I am one of those people that grew up in the ’90s reading those various More Scary Stories to Tell in the Dark books by Alvin Schwartz, and, yes, I was extremely disappointed when they got reissued with all new art, illustrations that did not immediately make your blood run cold and stay with you for years on end. One of my favorite short stories from these horror collections–favorite is actually a weird choice here, but I think you get what I mean–was “Harold,” which is mostly about two farmers mistreating their scarecrow and then getting their just desserts. Both the story and Stephen Gammell’s intro art for it have never left me, and I mention all this only because Azurael’s Circle: Chapter 1 features a scarecrow up to no good. Alas, it’s not as terrifying.

Azurael’s Circle: Chapter 1 is a horror-mystery, point-and-click adventure game where you must find the truth about your mother’s death. It’s free on Steam…well, this first chapter is, and it should only take you about a half hour to get through it. The police came to the conclusion that Helen Lancaster’s suicide, where she gutted herself with a kitchen knife, was due to the grief of losing her husband. However, her son, Clint Lancaster, doesn’t believe a woman as deeply religious as her mother would do such a thing and plans to investigate. As you further explore your childhood farmhouse, you’ll discover that nothing is as it seems; in fact, things are getting stranger by the minute.

Gameplay is fairly simple. You can use a mouse to click everything or use a controller…though I stuck with the keyboard mostly. Like, the up, down, left, right arrows and the enter key; I’m a relic. Item use and item combination is all automatic, which some people may like, but it results in a lot less thinking when it comes to solving puzzles. Oh, this cabinet door is stuck? I’ll just immediately use this cane from my dead grandfather to prop it open. No, no, don’t worry, I got this for you. I really didn’t want you to have to try out all the other items on it first. Again, it’s fine, if a little dumbed down. Also, a couple of items are tricky to spot, so there is a small amount of pixel hunting to deal with. Other than that, you are mostly exploring different rooms in the farmhouse and watching them change as you go, with your true goal being getting into the cellar.

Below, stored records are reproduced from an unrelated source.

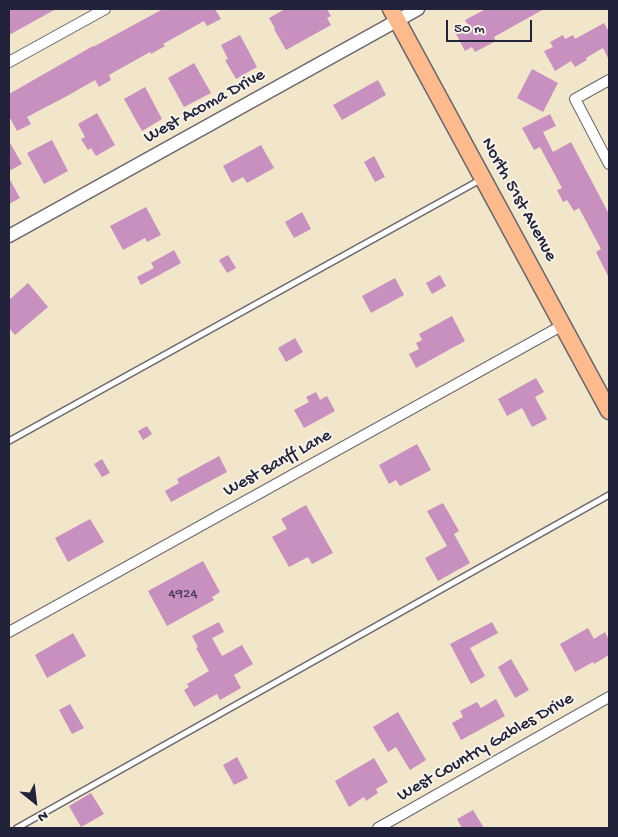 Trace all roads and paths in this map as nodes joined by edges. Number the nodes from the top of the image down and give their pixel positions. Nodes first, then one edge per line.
1 (105, 9) edge
2 (418, 9) edge
3 (394, 15) edge
4 (9, 62) edge
5 (609, 80) edge
6 (609, 164) edge
7 (483, 178) junction
8 (9, 236) edge
9 (563, 325) junction
10 (609, 411) edge
11 (9, 441) edge
12 (609, 495) edge
13 (9, 632) edge
14 (609, 697) edge
15 (17, 828) edge
16 (378, 828) edge

1 - 4 street
2 - 3 street, West Acoma Drive
3 - 7 main road, North 51st Avenue
3 - 8 street, West Acoma Drive
5 - 6 street
7 - 9 main road, North 51st Avenue
7 - 11 lane
9 - 10 main road, North 51st Avenue
9 - 13 street, West Banff Lane
12 - 15 lane
14 - 16 street, West Country Gables Drive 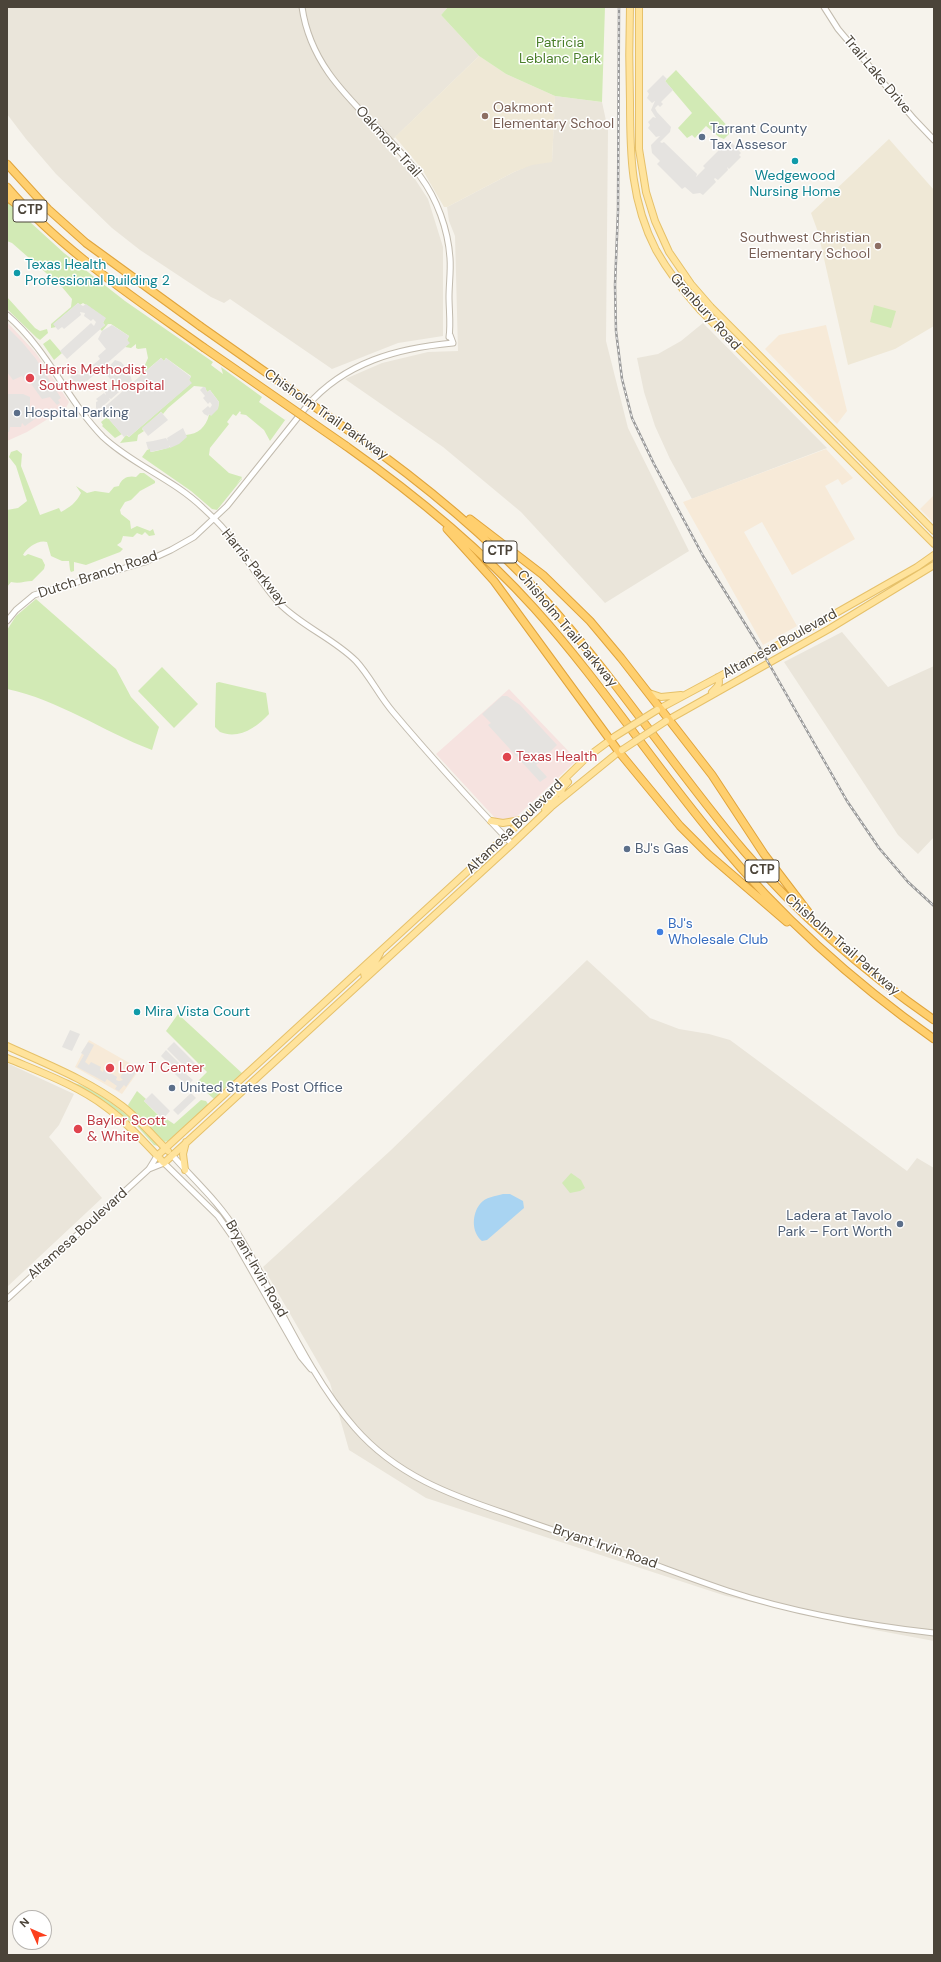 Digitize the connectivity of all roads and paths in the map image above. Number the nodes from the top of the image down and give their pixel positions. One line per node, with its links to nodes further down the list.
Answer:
1 (302, 7): 19 (street, Oakmont Trail)
2 (630, 7): 6 (main road, Granbury Road)
3 (639, 7): 7 (main road, Granbury Road)
4 (824, 7): 5 (street, Trail Lake Drive)
5 (934, 140)
6 (630, 150): 7 (main road); 15 (main road, Granbury Road)
7 (639, 150): 13 (main road, Granbury Road)
8 (7, 158): 10 (highway)
9 (7, 164): 10 (highway, Chisholm Trail Parkway / CTP)
10 (25, 184): 23 (highway, Chisholm Trail Parkway / CTP, bridge)
11 (7, 187): 14 (highway, Chisholm Trail Parkway / CTP)
12 (7, 196): 14 (highway)
13 (659, 232): 15 (main road); 16 (main road, Granbury Road)
14 (54, 235): 22 (highway, Chisholm Trail Parkway / CTP, bridge)
15 (650, 236): 17 (main road, Granbury Road)
16 (709, 304): 17 (main road); 20 (main road, Granbury Road)
17 (701, 311): 21 (main road, Granbury Road)
18 (7, 315): 26 (street, Harris Parkway)
19 (450, 343): 26 (street, Dutch Branch Road)
20 (779, 375): 21 (main road); 24 (main road, Granbury Road)
21 (772, 382): 25 (main road, Granbury Road)
22 (397, 482): 40 (highway); 51 (highway, Chisholm Trail Parkway / CTP)
23 (434, 493): 35 (highway); 50 (highway, Chisholm Trail Parkway / CTP)
24 (896, 493): 25 (main road); 27 (main road, Granbury Road)
25 (889, 499): 28 (main road, Granbury Road)
26 (214, 519): 31 (street, Dutch Branch Road); 47 (street, Harris Parkway)
27 (934, 531)
28 (934, 544)
29 (934, 555): 32 (main road, Altamesa Boulevard)
30 (934, 565): 33 (main road, Altamesa Boulevard)
31 (7, 621)
32 (815, 625): 33 (main road); 34 (main road, Altamesa Boulevard)
33 (820, 634): 37 (main road, Altamesa Boulevard)
34 (718, 677): 36 (main road, Altamesa Boulevard); 37 (main road)
35 (648, 692): 36 (main road); 38 (highway)
36 (686, 694): 38 (main road, Altamesa Boulevard)
37 (705, 699): 39 (main road, Altamesa Boulevard)
38 (659, 709): 39 (highway); 40 (main road, Altamesa Boulevard, bridge)
39 (667, 720): 41 (main road, Altamesa Boulevard, bridge); 50 (highway)
40 (612, 738): 41 (highway); 42 (main road, Altamesa Boulevard)
41 (620, 751): 44 (main road, Altamesa Boulevard); 51 (highway)
42 (586, 758): 43 (main road, Altamesa Boulevard); 44 (main road)
43 (556, 788): 45 (main road); 46 (main road, Altamesa Boulevard)
44 (563, 797): 45 (main road, Altamesa Boulevard)
45 (542, 815): 49 (main road, Altamesa Boulevard)
46 (522, 820): 47 (main road); 48 (main road, Altamesa Boulevard)
47 (491, 821): 48 (street, Harris Parkway)
48 (505, 837): 49 (street, Harris Parkway); 52 (main road, Altamesa Boulevard)
49 (512, 844): 53 (main road, Altamesa Boulevard)
50 (828, 936): 54 (highway, Chisholm Trail Parkway / CTP)
51 (817, 946): 55 (highway, Chisholm Trail Parkway / CTP)
52 (380, 951): 53 (main road); 59 (main road, Altamesa Boulevard)
53 (365, 978): 58 (main road, Altamesa Boulevard)
54 (934, 1020)
55 (934, 1039)
56 (7, 1046): 59 (main road, Bryant Irvin Road)
57 (7, 1058): 60 (main road, Bryant Irvin Road)
58 (186, 1142): 61 (main road, Altamesa Boulevard); 64 (main road)
59 (165, 1149): 60 (main road, Altamesa Boulevard); 61 (main road, Bryant Irvin Road)
60 (157, 1156): 62 (main road, Bryant Irvin Road); 63 (street, Altamesa Boulevard)
61 (172, 1156): 62 (main road, Altamesa Boulevard); 64 (street, Bryant Irvin Road)
62 (164, 1163): 63 (street, Altamesa Boulevard); 66 (street, Bryant Irvin Road)
63 (149, 1169): 65 (street, Altamesa Boulevard)
64 (185, 1170): 66 (street, Bryant Irvin Road)
65 (7, 1299)
66 (287, 1327): 67 (street, Bryant Irvin Road)
67 (934, 1633)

Over the years, I’ve grown to dislike a many RPGMaker-made games. They all contain a similar look and menu UI, and, at first, I thought it was really neat and awesome, but I’ve grown tired of seeing the same pixel art and character portraits and start screens. It seems like the “new releases” tab on Steam, on any given day, contains at least one or two creations like this. I don’t know if Azurael’s Circle: Chapter 1 was made with RPGMaker, but it feels like it; that said, it has a better design to it, and I do like the small circle of light around Clint, which does obfuscate parts of the room you are exploring, leaving room for scares and surprises. The writing, while a little rote in places, does a good job of leading you along, revealing enough dribs and drabs about Clint’s parents for you to fill in the rest with your imagination.

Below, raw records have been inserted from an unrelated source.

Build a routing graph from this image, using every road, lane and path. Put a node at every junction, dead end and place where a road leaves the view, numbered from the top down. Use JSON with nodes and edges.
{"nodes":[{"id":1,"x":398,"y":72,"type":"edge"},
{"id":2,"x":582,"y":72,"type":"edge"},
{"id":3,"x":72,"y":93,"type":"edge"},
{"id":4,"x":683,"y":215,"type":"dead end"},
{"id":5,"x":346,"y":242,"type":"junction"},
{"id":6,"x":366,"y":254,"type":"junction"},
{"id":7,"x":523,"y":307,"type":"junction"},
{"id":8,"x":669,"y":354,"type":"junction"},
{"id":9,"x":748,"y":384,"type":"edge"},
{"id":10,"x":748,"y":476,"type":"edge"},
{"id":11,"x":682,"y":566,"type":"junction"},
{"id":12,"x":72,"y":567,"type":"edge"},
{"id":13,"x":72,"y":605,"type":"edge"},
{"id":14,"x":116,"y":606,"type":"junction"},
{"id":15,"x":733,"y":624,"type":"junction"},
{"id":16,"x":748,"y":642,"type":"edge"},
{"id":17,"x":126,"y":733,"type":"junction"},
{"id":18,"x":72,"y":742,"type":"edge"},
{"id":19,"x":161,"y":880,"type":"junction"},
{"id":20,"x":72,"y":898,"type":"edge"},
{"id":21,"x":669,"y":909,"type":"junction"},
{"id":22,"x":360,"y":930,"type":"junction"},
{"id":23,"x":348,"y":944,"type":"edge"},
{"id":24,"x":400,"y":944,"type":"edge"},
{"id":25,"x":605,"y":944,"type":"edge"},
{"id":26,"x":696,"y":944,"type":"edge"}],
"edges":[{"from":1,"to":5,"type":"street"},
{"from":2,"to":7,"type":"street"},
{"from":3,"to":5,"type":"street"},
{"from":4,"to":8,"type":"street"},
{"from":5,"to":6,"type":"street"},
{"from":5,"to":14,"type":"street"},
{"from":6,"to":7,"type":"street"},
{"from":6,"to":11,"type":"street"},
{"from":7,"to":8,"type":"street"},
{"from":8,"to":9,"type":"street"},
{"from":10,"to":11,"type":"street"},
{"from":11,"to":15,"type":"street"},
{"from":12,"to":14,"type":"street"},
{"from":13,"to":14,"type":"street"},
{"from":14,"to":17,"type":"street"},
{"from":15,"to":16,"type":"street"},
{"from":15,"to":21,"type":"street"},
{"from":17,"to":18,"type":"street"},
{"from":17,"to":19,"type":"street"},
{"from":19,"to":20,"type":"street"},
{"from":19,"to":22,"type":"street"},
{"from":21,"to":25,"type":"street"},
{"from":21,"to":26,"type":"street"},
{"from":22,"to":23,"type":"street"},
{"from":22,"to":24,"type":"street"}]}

According to the Steam page description, there are three endings to discover. I’m not sure if that is meant for Chapter 1 only or the series as a whole. Not exactly sure how different of an ending I could have conceived as I felt like I found every item and solved all the puzzles, but maybe there was something I missed. Oh well. Honestly, I would have preferred not to see the [redacted] at the end, but that’s me, an animal lover. Looks like Chapter 2 is available now, with more chapters to go down the road, but this didn’t draw me in enough to have me foaming at the mouth for more. I’ll leave Azurael’s Circle forever closed.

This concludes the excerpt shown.